:: Study material ::
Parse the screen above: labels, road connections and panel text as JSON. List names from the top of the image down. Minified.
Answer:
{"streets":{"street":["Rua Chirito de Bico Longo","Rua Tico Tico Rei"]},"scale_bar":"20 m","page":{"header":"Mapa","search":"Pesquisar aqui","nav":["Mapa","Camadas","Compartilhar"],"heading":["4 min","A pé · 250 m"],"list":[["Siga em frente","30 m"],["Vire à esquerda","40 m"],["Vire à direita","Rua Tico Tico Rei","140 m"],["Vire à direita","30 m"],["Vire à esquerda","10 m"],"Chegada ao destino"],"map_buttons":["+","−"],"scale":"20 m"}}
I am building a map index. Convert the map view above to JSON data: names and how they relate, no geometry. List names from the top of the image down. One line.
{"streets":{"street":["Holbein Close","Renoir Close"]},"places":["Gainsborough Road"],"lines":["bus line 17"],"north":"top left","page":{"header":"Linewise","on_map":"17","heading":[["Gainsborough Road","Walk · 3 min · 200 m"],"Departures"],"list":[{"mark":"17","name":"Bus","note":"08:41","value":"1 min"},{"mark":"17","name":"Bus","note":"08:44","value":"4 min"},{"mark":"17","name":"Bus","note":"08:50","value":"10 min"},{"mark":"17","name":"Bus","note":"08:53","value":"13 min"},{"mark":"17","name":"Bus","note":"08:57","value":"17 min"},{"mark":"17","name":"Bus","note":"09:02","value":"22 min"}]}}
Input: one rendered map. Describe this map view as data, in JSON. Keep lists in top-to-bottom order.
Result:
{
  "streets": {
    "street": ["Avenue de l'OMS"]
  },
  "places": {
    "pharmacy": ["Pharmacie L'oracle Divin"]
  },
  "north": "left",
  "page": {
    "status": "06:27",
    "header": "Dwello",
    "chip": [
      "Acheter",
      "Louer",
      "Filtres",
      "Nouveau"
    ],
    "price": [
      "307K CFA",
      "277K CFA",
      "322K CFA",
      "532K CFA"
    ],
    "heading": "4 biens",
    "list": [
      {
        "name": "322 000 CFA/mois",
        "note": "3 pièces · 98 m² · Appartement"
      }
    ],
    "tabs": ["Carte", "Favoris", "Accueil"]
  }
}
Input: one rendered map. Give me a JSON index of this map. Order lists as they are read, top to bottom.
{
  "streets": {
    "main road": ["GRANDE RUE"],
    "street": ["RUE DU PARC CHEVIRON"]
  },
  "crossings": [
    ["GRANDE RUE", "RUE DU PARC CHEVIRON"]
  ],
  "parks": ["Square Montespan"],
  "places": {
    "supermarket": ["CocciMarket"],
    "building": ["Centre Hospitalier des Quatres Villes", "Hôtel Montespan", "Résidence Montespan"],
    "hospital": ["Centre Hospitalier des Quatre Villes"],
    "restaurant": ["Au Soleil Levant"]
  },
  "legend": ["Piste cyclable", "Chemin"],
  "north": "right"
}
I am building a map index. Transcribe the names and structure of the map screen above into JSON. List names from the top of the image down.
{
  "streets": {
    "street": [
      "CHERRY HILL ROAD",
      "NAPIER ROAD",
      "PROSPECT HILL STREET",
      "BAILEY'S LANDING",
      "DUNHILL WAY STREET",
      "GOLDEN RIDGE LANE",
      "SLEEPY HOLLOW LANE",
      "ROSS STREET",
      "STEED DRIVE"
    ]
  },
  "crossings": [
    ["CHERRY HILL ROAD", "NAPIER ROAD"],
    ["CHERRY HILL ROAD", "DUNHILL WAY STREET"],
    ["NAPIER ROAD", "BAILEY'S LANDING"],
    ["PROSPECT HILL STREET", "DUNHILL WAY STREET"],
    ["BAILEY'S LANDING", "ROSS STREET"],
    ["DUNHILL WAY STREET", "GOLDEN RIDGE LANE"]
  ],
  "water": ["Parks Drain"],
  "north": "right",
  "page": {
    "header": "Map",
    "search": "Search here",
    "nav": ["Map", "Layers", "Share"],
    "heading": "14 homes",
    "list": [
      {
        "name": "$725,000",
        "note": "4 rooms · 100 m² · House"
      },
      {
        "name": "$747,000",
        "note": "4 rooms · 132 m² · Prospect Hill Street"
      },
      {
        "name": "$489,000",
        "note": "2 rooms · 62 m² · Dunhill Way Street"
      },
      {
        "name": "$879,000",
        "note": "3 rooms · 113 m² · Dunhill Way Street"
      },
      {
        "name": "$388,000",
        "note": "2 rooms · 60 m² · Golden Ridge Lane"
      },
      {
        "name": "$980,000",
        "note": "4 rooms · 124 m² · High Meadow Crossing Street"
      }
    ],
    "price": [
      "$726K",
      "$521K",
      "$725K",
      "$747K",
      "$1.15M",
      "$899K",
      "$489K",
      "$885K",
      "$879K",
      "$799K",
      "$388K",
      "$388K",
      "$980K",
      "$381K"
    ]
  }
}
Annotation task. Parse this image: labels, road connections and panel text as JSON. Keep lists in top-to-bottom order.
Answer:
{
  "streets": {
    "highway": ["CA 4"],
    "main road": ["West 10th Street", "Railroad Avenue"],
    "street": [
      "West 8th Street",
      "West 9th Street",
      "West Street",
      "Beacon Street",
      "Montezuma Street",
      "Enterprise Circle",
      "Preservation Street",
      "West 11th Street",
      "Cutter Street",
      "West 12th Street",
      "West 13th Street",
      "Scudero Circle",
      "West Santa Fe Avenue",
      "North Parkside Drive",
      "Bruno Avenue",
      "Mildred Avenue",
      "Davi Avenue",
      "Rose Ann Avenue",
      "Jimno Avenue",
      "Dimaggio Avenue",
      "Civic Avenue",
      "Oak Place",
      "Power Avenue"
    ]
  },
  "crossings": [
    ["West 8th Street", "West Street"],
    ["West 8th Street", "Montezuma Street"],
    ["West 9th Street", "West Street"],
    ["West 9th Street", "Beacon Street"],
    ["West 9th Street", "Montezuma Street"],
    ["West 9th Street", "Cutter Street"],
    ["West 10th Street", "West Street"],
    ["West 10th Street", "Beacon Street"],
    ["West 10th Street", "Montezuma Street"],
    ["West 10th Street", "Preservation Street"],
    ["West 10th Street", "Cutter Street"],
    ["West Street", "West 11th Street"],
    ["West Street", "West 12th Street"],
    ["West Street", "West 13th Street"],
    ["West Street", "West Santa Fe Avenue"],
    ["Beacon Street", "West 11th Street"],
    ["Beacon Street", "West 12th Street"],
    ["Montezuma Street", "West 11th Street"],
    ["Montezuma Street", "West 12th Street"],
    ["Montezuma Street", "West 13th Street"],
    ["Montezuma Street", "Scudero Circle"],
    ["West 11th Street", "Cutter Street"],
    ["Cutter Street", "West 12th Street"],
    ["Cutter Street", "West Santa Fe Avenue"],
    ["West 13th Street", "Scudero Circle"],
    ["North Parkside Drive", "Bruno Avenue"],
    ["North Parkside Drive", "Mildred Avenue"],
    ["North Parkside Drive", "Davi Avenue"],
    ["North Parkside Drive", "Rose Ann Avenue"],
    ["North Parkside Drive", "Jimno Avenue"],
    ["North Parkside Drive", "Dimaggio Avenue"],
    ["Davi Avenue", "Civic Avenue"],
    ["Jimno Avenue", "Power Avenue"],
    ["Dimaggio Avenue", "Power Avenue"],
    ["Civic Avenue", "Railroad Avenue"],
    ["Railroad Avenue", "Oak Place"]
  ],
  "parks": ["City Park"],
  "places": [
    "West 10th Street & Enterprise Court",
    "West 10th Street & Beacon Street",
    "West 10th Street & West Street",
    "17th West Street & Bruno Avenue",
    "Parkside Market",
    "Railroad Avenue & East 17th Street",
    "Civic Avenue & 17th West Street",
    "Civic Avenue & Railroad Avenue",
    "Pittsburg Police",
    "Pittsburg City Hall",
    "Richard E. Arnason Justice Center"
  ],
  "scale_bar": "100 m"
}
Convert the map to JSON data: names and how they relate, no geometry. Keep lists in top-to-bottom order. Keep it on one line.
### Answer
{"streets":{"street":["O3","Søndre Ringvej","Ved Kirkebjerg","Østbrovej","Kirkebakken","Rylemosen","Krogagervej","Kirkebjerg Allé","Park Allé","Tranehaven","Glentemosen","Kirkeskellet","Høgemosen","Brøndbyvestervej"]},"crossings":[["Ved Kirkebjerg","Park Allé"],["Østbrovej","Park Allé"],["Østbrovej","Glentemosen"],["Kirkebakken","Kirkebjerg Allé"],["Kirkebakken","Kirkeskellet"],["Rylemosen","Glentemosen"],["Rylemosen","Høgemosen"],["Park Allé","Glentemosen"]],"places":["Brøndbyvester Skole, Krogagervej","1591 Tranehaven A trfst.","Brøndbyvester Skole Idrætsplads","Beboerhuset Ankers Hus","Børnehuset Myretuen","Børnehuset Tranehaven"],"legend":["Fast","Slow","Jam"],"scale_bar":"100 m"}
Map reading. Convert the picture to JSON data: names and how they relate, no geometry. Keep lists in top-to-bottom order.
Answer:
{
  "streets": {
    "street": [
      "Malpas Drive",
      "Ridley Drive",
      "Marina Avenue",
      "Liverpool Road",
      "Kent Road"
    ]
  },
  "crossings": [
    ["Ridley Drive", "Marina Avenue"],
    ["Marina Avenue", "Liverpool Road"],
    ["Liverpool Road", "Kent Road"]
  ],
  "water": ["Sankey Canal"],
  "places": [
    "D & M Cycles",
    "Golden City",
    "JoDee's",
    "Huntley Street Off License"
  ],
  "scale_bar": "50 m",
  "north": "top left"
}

:: Task item ::
The line with "Map reading. Convert" and every line after it up to the end of the entries: output those exactly, and only those.

:: Task response ::
Map reading. Convert the picture to JSON data: names and how they relate, no geometry. Keep lists in top-to-bottom order.
Answer:
{
  "streets": {
    "street": [
      "Malpas Drive",
      "Ridley Drive",
      "Marina Avenue",
      "Liverpool Road",
      "Kent Road"
    ]
  },
  "crossings": [
    ["Ridley Drive", "Marina Avenue"],
    ["Marina Avenue", "Liverpool Road"],
    ["Liverpool Road", "Kent Road"]
  ],
  "water": ["Sankey Canal"],
  "places": [
    "D & M Cycles",
    "Golden City",
    "JoDee's",
    "Huntley Street Off License"
  ],
  "scale_bar": "50 m",
  "north": "top left"
}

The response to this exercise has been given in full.